• WHAT YOU SHOULD DO: Find the word "roads" in the data. Return every line where it appears.

========================================================================

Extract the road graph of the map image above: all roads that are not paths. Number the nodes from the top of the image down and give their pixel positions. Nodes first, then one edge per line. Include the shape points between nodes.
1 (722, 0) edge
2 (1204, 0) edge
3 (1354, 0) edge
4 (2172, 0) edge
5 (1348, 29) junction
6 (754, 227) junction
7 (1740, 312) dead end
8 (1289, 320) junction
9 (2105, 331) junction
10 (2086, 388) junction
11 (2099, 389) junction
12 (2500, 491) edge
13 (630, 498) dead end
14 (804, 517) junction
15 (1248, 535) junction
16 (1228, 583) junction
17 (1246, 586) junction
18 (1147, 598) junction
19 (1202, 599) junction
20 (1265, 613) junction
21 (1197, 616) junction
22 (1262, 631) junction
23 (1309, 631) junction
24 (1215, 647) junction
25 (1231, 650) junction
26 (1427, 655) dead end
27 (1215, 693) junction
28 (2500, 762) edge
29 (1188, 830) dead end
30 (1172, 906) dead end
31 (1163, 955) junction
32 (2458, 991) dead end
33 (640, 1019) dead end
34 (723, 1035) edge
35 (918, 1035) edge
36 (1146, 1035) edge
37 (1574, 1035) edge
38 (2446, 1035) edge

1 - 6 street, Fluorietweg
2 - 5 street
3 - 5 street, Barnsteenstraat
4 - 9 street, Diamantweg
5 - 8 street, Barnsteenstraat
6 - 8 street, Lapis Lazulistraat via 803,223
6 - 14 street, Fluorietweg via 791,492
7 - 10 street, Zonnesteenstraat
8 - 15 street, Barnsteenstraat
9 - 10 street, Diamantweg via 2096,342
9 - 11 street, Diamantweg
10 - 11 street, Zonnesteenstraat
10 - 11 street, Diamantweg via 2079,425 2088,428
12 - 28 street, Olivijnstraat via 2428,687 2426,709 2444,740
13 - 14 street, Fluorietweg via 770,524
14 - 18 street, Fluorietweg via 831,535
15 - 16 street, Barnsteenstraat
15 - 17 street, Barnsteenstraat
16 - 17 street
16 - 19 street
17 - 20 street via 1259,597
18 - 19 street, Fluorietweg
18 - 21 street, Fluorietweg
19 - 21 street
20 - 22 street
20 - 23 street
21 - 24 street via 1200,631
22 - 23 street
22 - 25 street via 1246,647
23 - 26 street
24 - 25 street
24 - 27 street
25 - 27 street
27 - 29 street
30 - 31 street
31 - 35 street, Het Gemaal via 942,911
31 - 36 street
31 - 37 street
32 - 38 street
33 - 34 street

========================================================================

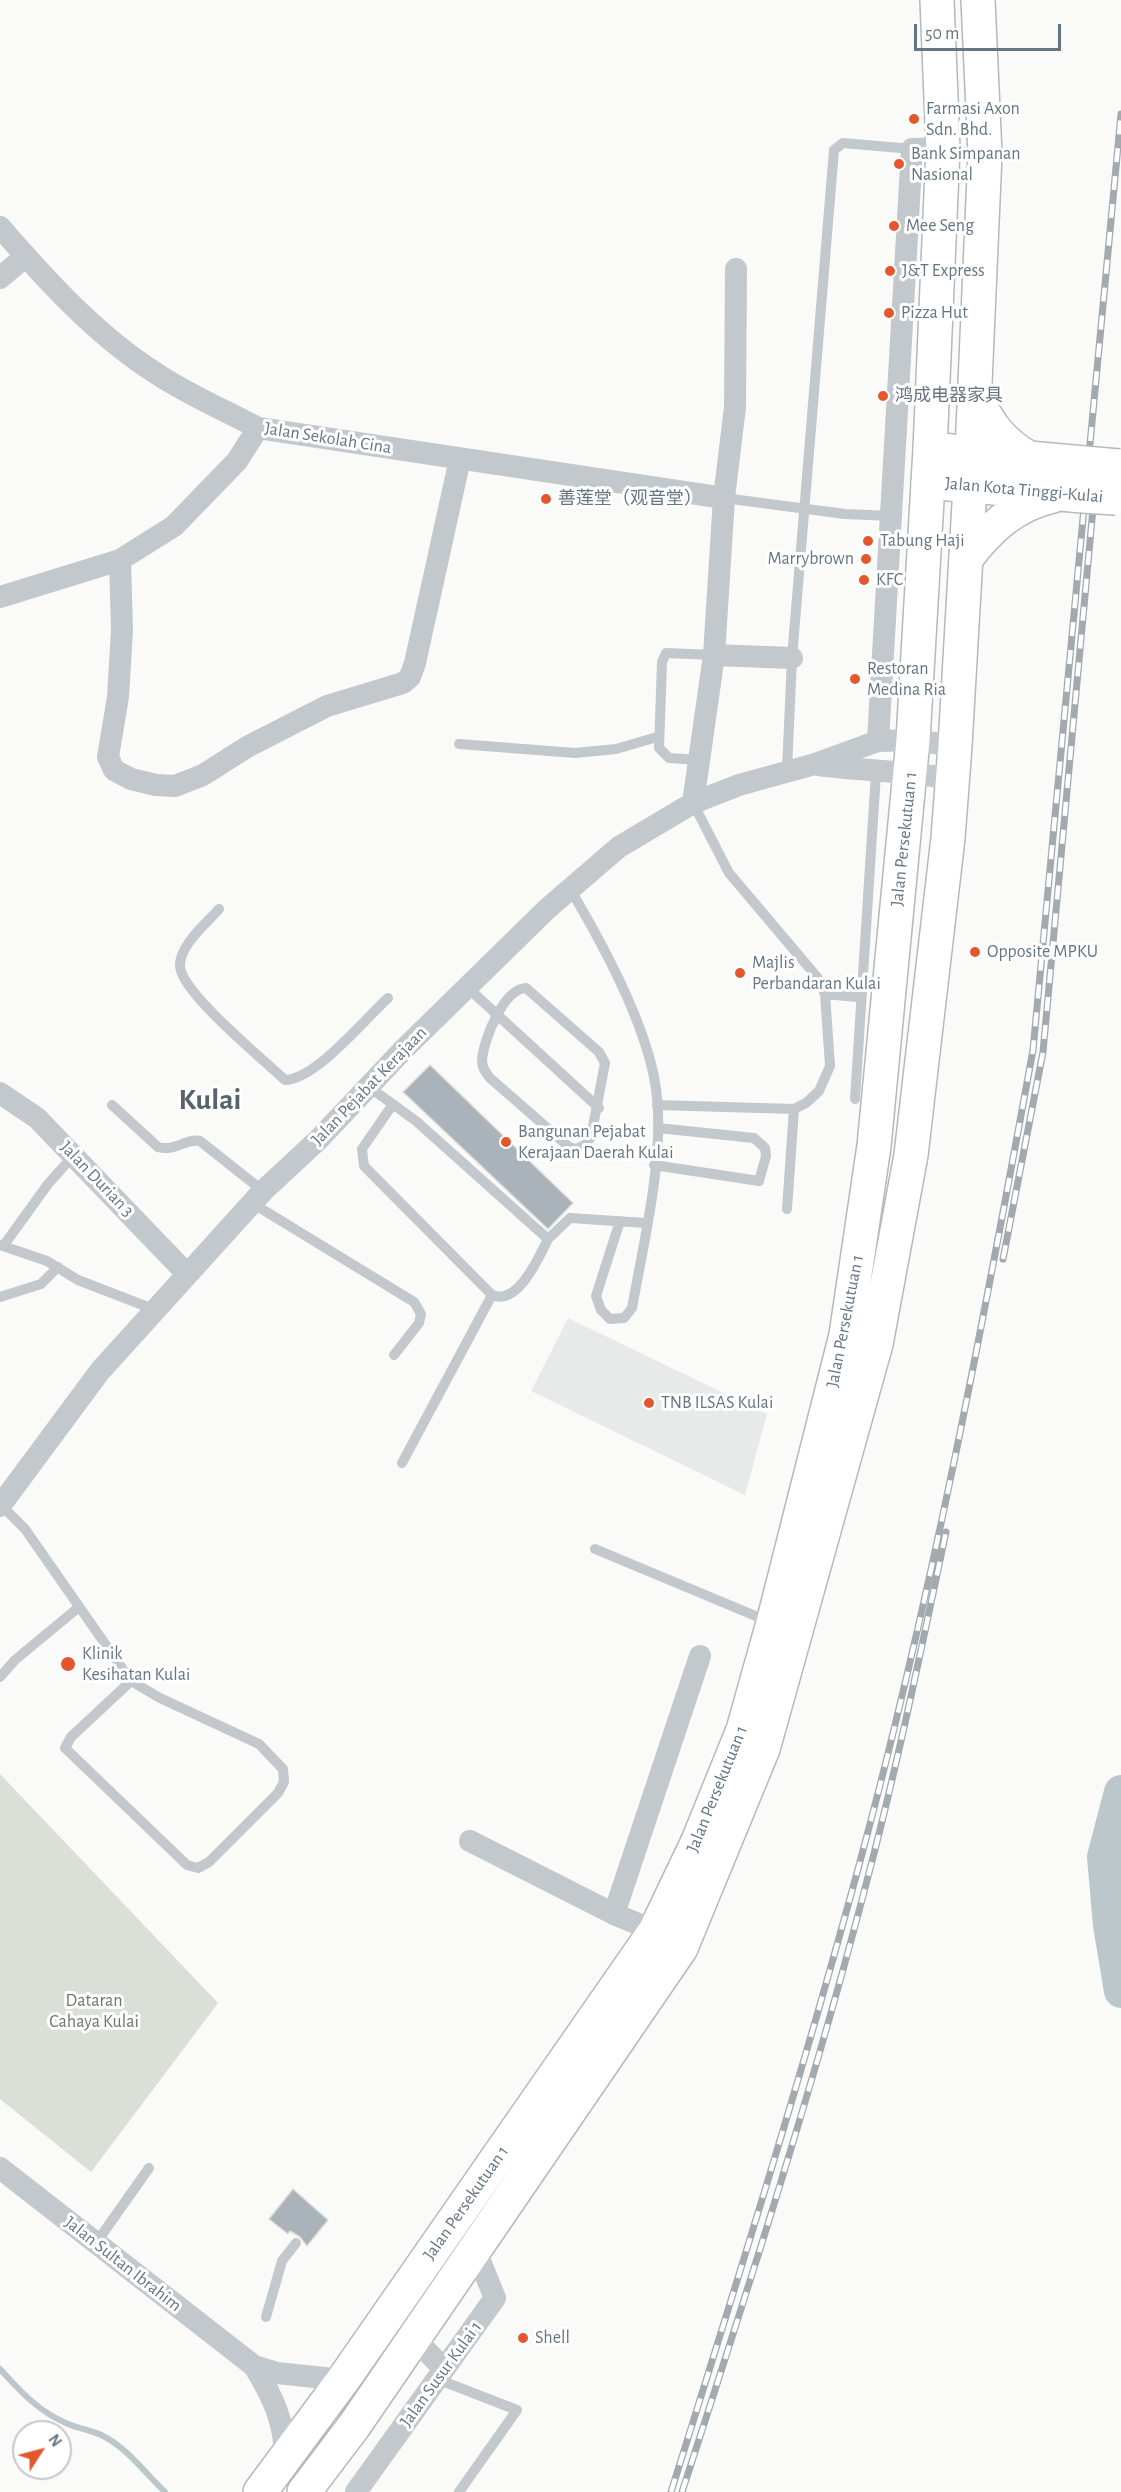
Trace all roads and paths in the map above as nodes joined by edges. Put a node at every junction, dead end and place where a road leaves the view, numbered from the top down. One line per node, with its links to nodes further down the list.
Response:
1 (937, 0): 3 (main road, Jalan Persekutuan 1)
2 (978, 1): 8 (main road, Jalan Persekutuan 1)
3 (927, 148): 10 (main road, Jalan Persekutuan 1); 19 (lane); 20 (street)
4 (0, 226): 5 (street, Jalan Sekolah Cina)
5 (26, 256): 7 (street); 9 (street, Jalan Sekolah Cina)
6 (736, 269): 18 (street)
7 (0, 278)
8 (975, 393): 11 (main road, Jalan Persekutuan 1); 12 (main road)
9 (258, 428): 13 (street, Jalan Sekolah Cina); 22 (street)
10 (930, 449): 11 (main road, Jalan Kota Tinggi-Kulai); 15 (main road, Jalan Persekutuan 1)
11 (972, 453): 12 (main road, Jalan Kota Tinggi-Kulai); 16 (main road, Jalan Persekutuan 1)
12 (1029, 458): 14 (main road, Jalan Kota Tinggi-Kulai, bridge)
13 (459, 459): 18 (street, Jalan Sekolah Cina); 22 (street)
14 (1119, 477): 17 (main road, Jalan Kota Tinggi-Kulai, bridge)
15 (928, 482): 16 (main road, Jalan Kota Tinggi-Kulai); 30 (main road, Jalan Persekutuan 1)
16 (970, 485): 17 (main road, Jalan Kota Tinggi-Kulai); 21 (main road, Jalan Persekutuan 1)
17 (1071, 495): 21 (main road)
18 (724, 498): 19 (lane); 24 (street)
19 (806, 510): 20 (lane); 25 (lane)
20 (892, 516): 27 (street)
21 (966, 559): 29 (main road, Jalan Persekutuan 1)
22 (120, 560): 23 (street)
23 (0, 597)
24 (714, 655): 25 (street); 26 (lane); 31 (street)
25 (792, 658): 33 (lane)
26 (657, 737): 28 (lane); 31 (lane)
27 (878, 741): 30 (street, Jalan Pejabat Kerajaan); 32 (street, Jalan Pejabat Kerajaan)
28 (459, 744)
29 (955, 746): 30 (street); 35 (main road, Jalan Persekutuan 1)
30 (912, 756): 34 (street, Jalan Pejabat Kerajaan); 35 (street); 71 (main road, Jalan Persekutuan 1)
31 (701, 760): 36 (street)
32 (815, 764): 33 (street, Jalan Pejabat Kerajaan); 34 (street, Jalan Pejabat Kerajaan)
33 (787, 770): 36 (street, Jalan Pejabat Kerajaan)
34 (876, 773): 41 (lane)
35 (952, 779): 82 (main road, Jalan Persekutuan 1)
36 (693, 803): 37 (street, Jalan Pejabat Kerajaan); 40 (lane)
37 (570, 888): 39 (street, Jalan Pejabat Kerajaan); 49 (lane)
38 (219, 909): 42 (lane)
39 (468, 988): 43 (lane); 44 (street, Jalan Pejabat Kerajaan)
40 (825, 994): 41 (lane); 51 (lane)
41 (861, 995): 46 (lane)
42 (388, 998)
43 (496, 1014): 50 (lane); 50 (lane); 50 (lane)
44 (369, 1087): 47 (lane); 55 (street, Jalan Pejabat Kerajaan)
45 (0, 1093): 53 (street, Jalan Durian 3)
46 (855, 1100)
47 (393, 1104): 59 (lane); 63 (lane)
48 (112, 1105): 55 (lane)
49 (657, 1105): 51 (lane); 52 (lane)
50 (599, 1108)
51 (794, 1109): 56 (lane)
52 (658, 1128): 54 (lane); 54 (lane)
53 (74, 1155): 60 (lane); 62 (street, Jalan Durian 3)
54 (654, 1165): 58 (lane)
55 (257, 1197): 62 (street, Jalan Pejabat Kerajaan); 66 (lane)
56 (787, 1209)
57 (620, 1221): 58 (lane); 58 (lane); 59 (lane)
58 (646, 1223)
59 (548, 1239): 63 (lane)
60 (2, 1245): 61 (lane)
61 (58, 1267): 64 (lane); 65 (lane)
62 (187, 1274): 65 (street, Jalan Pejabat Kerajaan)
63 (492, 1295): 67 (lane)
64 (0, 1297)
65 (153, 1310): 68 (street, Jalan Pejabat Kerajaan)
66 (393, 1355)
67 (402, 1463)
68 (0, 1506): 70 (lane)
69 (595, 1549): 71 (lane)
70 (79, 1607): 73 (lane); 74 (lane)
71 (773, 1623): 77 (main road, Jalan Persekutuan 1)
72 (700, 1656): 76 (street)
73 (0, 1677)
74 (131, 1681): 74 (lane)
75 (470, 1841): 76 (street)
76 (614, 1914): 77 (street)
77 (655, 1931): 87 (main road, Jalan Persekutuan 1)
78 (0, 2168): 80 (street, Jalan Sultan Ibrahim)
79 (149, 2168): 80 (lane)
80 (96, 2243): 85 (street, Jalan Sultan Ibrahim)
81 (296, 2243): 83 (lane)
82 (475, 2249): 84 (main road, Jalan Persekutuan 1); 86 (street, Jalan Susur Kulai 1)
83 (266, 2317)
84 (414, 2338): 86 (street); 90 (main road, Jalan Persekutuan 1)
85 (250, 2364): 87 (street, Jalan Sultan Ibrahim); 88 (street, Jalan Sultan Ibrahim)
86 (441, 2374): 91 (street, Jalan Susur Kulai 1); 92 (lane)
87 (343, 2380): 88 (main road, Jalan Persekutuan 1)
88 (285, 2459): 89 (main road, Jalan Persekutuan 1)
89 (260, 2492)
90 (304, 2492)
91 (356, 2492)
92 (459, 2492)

========================================================================

• EXERCISE OUTPUT:
Extract the road graph of the map image above: all roads that are not paths. Number the nodes from the top of the image down and give their pixel positions. Nodes first, then one edge per line. Include the shape points between nodes.
Trace all roads and paths in the map above as nodes joined by edges. Put a node at every junction, dead end and place where a road leaves the view, numbered from the top down. One line per node, with its links to nodes further down the list.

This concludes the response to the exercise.